What you have to do: Which of the lines in the listing that follows hold "graph"? Pull each one out.

(Supplied information)

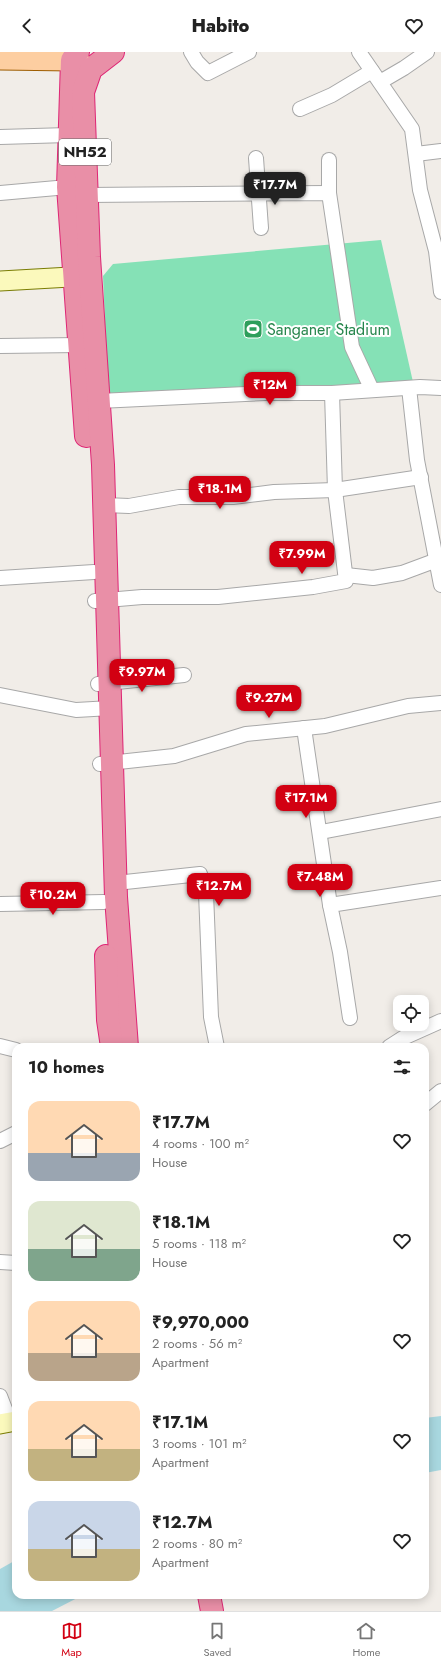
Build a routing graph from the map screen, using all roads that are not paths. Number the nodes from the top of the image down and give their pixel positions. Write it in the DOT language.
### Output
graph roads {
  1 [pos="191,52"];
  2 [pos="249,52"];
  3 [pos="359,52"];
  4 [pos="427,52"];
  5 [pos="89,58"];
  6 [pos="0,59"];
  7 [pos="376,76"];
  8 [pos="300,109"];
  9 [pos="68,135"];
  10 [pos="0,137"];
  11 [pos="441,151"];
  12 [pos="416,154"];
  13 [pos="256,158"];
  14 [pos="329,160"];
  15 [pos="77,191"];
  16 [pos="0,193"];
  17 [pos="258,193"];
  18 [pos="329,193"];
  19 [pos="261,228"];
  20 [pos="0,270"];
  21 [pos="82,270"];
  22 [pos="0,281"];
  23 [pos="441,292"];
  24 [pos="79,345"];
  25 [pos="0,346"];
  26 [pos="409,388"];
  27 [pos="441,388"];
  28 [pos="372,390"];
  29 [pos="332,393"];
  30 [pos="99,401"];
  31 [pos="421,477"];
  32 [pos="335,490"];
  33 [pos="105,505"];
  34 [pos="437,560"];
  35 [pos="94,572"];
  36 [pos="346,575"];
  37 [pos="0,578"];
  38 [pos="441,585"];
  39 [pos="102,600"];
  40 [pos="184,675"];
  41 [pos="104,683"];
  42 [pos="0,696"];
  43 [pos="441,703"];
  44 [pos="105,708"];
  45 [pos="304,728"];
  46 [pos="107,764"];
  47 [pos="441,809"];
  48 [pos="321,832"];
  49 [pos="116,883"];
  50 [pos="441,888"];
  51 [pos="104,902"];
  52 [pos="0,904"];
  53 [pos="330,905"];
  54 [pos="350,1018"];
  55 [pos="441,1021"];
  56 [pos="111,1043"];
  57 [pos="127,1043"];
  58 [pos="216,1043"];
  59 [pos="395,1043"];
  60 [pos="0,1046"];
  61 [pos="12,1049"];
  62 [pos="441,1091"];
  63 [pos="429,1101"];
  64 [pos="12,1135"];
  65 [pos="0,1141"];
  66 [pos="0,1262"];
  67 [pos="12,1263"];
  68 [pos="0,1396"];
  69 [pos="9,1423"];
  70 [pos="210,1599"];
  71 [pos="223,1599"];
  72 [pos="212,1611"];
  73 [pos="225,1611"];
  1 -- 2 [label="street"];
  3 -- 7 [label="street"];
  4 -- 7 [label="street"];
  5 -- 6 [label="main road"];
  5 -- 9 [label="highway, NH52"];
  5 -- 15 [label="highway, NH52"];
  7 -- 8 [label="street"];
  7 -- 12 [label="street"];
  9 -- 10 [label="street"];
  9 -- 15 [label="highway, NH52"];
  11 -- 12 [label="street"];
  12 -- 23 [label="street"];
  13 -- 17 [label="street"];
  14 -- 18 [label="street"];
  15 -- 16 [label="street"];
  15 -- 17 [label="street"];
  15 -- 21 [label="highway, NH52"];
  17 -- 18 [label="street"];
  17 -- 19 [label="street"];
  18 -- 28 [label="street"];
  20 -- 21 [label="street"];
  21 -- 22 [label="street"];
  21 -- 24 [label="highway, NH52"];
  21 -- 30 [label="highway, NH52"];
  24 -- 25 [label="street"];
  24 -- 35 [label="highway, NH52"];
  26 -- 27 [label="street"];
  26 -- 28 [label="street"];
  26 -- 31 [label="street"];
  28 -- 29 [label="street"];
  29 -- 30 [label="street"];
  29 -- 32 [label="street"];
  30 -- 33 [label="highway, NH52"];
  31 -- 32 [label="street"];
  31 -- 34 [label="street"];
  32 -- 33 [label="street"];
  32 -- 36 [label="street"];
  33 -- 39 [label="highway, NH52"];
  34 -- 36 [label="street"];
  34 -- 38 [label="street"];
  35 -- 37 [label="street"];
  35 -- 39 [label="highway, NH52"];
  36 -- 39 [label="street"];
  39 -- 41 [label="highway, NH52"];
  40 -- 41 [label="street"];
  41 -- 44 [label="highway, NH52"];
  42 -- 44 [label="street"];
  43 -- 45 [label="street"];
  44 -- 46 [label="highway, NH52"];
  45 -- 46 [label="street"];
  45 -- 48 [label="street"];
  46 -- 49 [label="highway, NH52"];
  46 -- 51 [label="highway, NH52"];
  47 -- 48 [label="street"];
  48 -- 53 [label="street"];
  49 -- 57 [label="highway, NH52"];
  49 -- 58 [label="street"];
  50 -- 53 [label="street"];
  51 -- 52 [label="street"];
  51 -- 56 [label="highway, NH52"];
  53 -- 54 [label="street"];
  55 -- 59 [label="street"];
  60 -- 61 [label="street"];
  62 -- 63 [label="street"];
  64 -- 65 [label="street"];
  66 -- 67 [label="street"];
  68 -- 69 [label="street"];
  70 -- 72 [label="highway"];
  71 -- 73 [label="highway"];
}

(End Supplied information)

Solution to the problem:
Build a routing graph from the map screen, using all roads that are not paths. Number the nodes from the top of the image down and give their pixel positions. Write it in the DOT language.
graph roads {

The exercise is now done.